Il Covid-19 ha lasciato tracce anche in Florida e, con lui, un segno lo hanno lasciato anche i dibattiti sull’intromissione dello Stato nella vita privata e nelle libertà individuali: in Florida questi sono stati particolarmente accesi.
La legge DeSantis, che coinvolge anche questi diritti, che rendevano lo Stato un vero rifugio per le donne del sud degli Stati Uniti, ha allargato la breccia. Se i politici rimettono in causa questi diritti, chi garantisce che non ne sacrificheranno altri in futuro? Questo sarà il messaggio dei democratici destinato all’elettorato indipendente e repubblicano.
La Florida può tornare ad essere uno “swing State”, l’ago della bilancia in queste elezioni, e tornare in campo democratico? Trump ha vinto qui con soli tre punti di vantaggio su Biden nel 2020, ma DeSantis è stato rieletto governatore con 19 punti di scarto nel 2022. Anche alcuni seggi al Senato (quello del repubblicano Rick Scott, per esempio, vinto per un soffio nel 2018) e alla Camera dei Rappresentanti sono oggi in gioco. Qualsiasi piccolo evento marginale, in alcuni distretti, potrebbero far oscillare la maggioranza.

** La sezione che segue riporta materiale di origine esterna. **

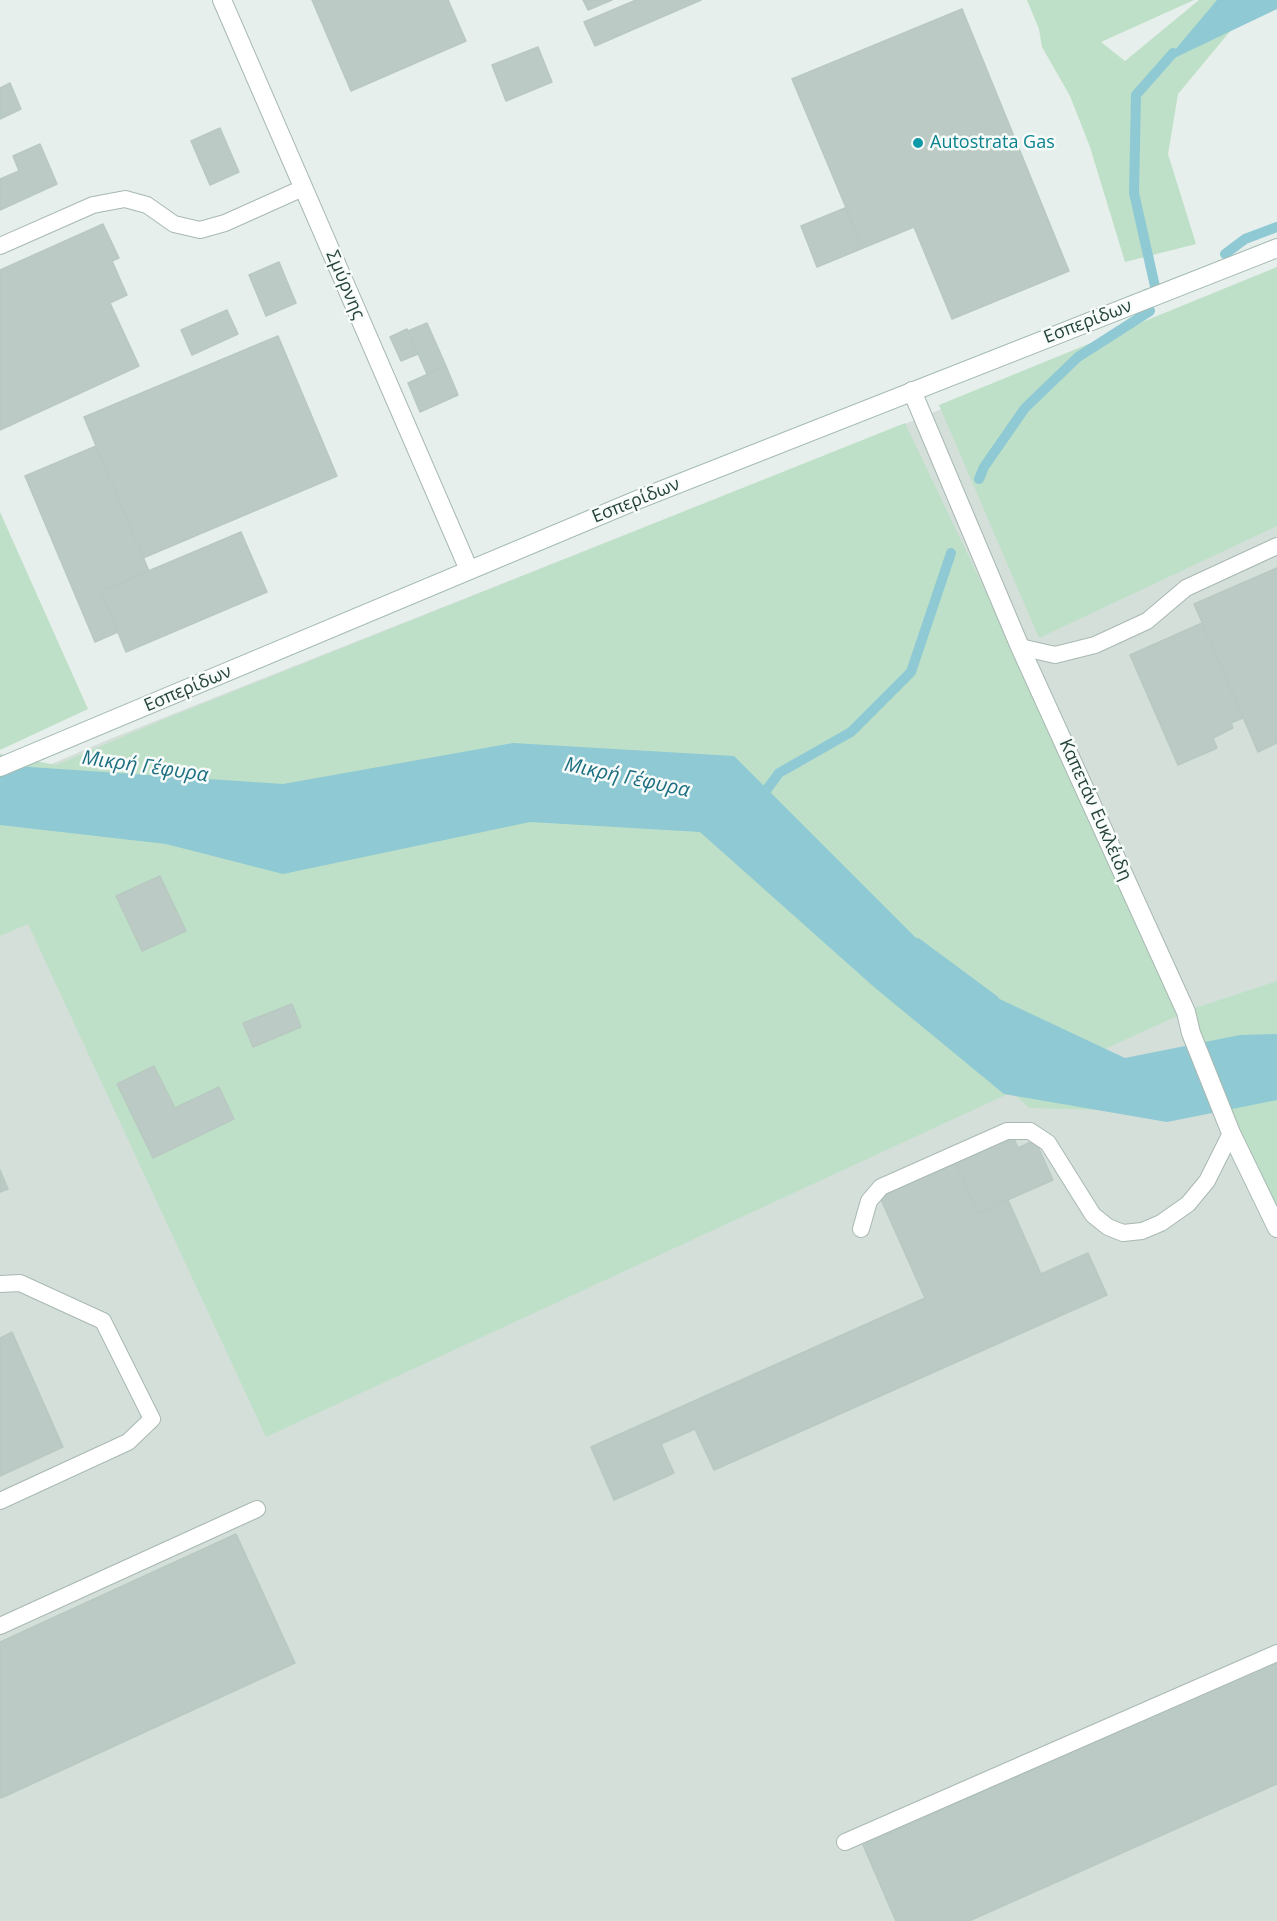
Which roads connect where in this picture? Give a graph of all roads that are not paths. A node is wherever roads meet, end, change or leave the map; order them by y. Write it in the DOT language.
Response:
graph roads {
  1 [pos="222,0"];
  2 [pos="303,188"];
  3 [pos="0,246"];
  4 [pos="1277,248"];
  5 [pos="912,391"];
  6 [pos="1277,546"];
  7 [pos="469,570"];
  8 [pos="1020,647"];
  9 [pos="7,764"];
  10 [pos="1231,1133"];
  11 [pos="1277,1228"];
  12 [pos="861,1229"];
  13 [pos="0,1284"];
  14 [pos="0,1501"];
  15 [pos="257,1509"];
  16 [pos="0,1626"];
  17 [pos="1277,1653"];
  18 [pos="845,1842"];
  1 -- 2 [label="street, Σμύρνης"];
  2 -- 3 [label="lane"];
  2 -- 7 [label="street, Σμύρνης"];
  4 -- 5 [label="street, Εσπερίδων"];
  5 -- 7 [label="street, Εσπερίδων"];
  5 -- 8 [label="street, Καπετάν Ευκλέιδη"];
  6 -- 8 [label="lane"];
  7 -- 9 [label="street, Εσπερίδων"];
  8 -- 10 [label="street, Καπετάν Ευκλέιδη"];
  10 -- 11 [label="street, Καπετάν Ευκλέιδη"];
  10 -- 12 [label="lane"];
  13 -- 14 [label="lane"];
  15 -- 16 [label="lane"];
  17 -- 18 [label="lane"];
}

I democratici credono nella vittoria, che darebbe a Biden 30 grandi elettori del “Sunshine State” (tre volte quelli del Wisconsin e due volte quelli del Michigan).
Mentre l’Alabama si irrigidisce riconoscendo agli embrioni congelati lo status di persone e che la Corte Suprema degli Stati Uniti si appresta ad emettere una sentenza sulla pillola del giorno dopo, la Casa Bianca promette da parte sua una legge federale che garantisca il diritto all’interruzione di gravidanza su tutto il territorio degli Stati Uniti e, lo scorso 18 marzo, ha pubblicato un decreto per incrementare la ricerca e l’innovazione riguardante salute delle donne. Lo Stato federale ha da poco reso più accessibile la fecondazione in vitro per le sue funzionarie, grazie soprattutto al rimborso delle cure che può arrivare a 25.000 dollari l’anno.

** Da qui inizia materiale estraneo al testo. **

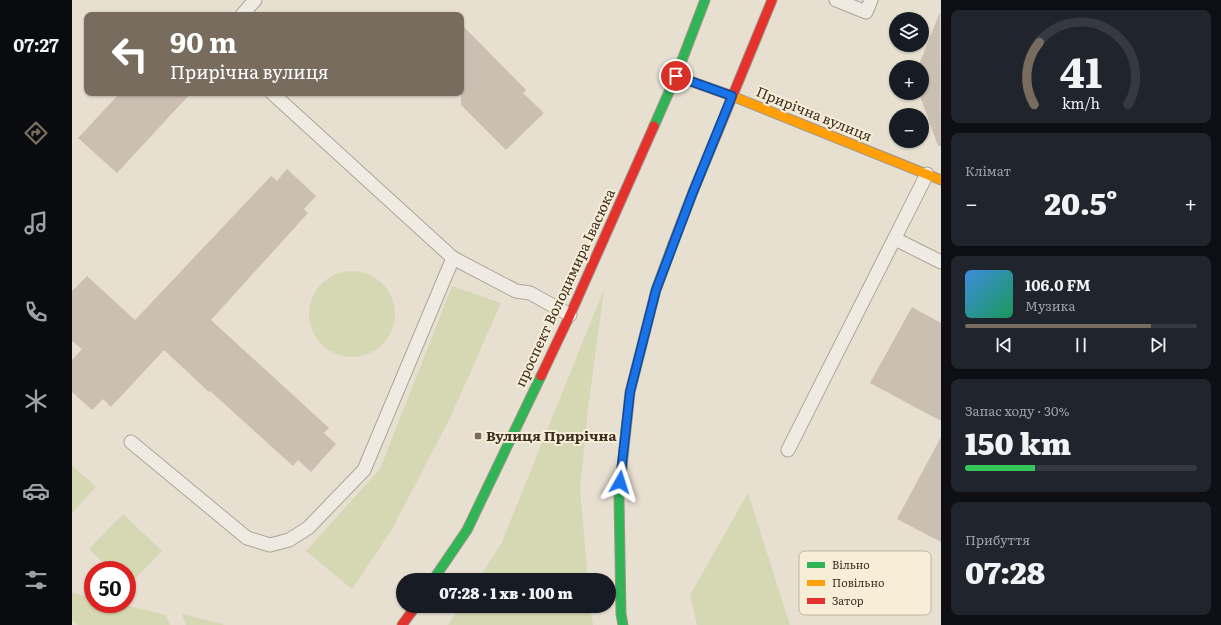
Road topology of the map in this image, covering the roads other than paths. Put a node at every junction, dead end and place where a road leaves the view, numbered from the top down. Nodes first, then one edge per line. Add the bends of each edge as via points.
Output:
1 (255, 0) edge
2 (705, 0) edge
3 (772, 0) edge
4 (836, 0) edge
5 (871, 0) edge
6 (245, 12) edge
7 (676, 76) junction
8 (275, 96) edge
9 (732, 96) junction
10 (927, 174) junction
11 (941, 180) edge
12 (895, 239) junction
13 (453, 258) junction
14 (941, 262) edge
15 (570, 315) junction
16 (131, 442) dead end
17 (788, 450) dead end
18 (438, 573) edge
19 (411, 613) edge
20 (402, 625) edge
21 (623, 625) edge

1 - 6 lane
2 - 7 main road, проспект Володимира Івасюка
3 - 9 main road
4 - 5 lane via 866,12
7 - 9 main road, Прирічна вулиця
7 - 15 main road, проспект Володимира Івасюка
8 - 13 lane
9 - 10 main road, Прирічна вулиця
9 - 21 main road via 656,290 630,392 619,497
10 - 11 main road, Прирічна вулиця
10 - 12 lane
12 - 14 lane
12 - 17 lane
13 - 15 lane via 516,291 530,293
13 - 16 lane via 364,470 308,528 289,540 270,545 247,538
15 - 18 main road, проспект Володимира Івасюка via 467,530
19 - 20 main road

Alle elezioni di midterm del 2022, i candidati democratici al Congresso e alle cariche di governatore, che appoggiavano il diritto all’aborto, hanno fatto meglio di Biden nel 2020, soprattutto negli Stati chiave di Arizona, Michigan, Pennsylvania e Wisconsin, in un elettorato ben specifico e ambito come mai: le donne bianche, diplomate e abitanti in quartieri residenziali.

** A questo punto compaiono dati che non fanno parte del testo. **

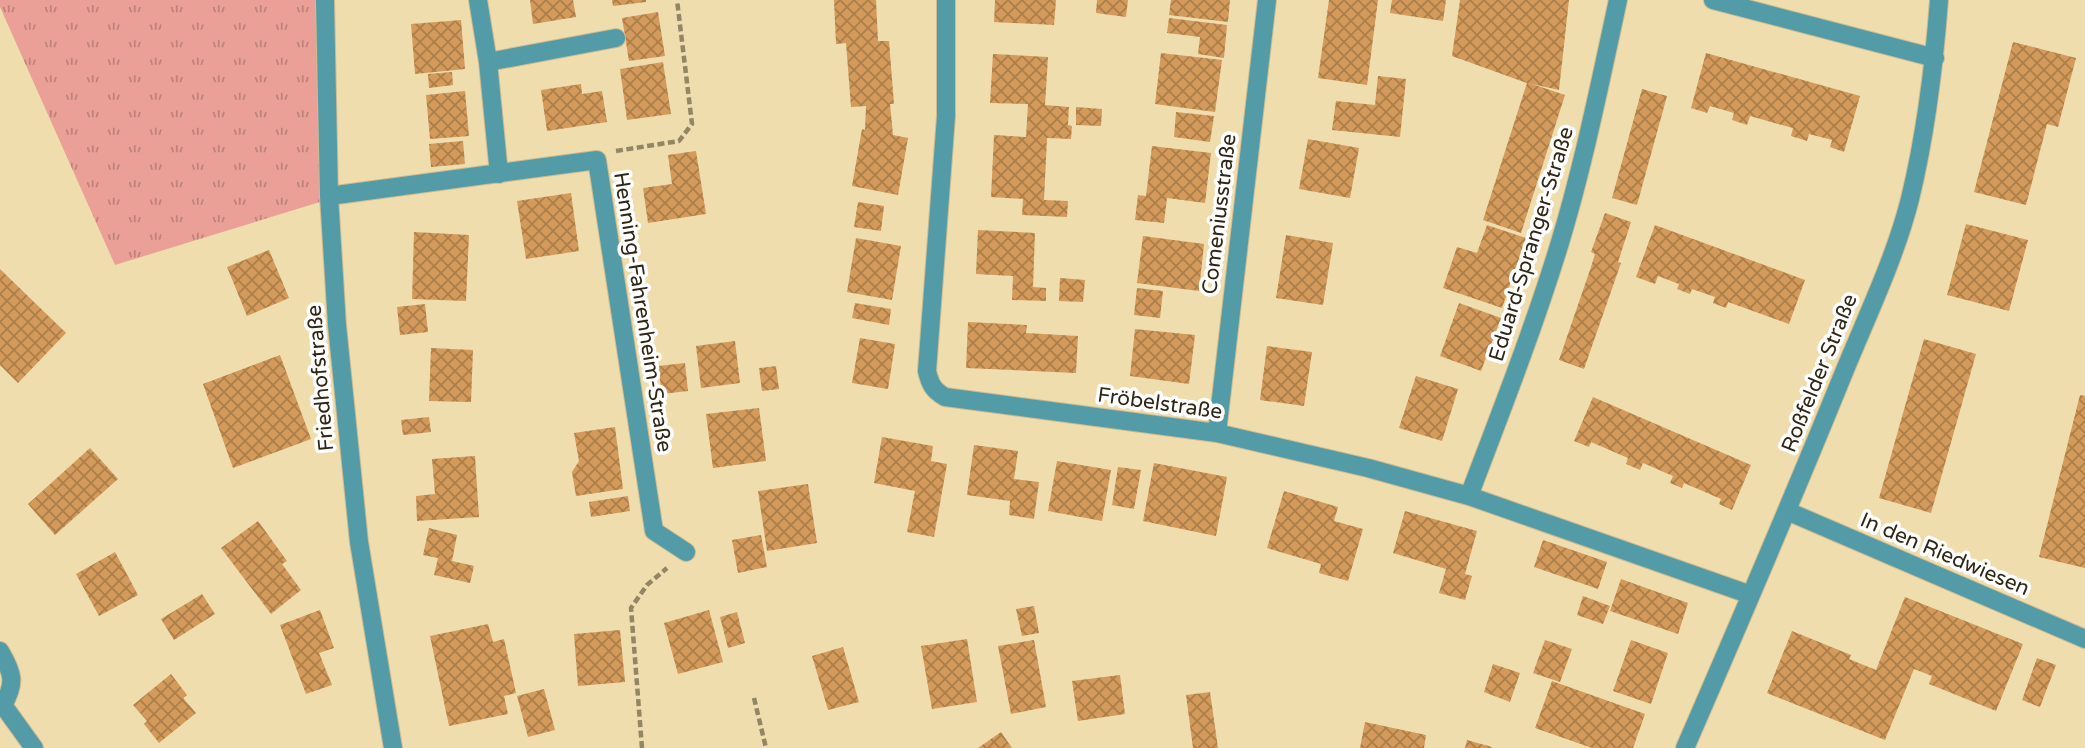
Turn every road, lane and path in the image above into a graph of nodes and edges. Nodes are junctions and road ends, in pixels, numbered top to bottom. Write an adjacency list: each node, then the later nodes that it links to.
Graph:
1 (325, 0): 14 (street, Friedhofstraße)
2 (478, 0): 11 (street)
3 (677, 0): 12 (path)
4 (946, 0): 15 (street, Fröbelstraße)
5 (1267, 0): 15 (street, Comeniusstraße)
6 (1618, 0): 16 (street, Eduard-Spranger-Straße)
7 (1714, 0): 10 (street)
8 (1939, 0): 10 (street, Roßfelder Straße)
9 (616, 38): 11 (street)
10 (1935, 58): 17 (street, Roßfelder Straße)
11 (488, 62): 13 (street)
12 (597, 160): 13 (street, Henning-Fahrenheim-Straße); 18 (street, Henning-Fahrenheim-Straße)
13 (499, 174): 14 (street, Henning-Fahrenheim-Straße)
14 (329, 196): 24 (street, Friedhofstraße)
15 (1217, 433): 16 (street, Fröbelstraße)
16 (1469, 496): 19 (street, Fröbelstraße)
17 (1787, 512): 19 (street, Roßfelder Straße); 20 (street, In den Riedwiesen)
18 (686, 552): 25 (path)
19 (1751, 595): 27 (street, Roßfelder Straße)
20 (2085, 639)
21 (0, 651): 23 (street)
22 (754, 698): 26 (path)
23 (34, 748)
24 (393, 748)
25 (642, 748)
26 (766, 748)
27 (1685, 748)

A Trump piacerebbe riguadagnare punti in questo tipo di elettorato. Il messaggio che ha lanciato loro, finora, è stato soprattutto securitario e nazionalista: afferma volerle proteggere dai “migranti violentatori”. Il suo manifesto rifiuto di andare oltre “Dobbs” (ha da poco dichiarato che l’Arizona aveva esagerato nel reiterare il divieto all’aborto quasi totale, risalente a 160 anni fa), quando ne è uno dei maggiori artefici, le convincerà a (ri)votare per lui?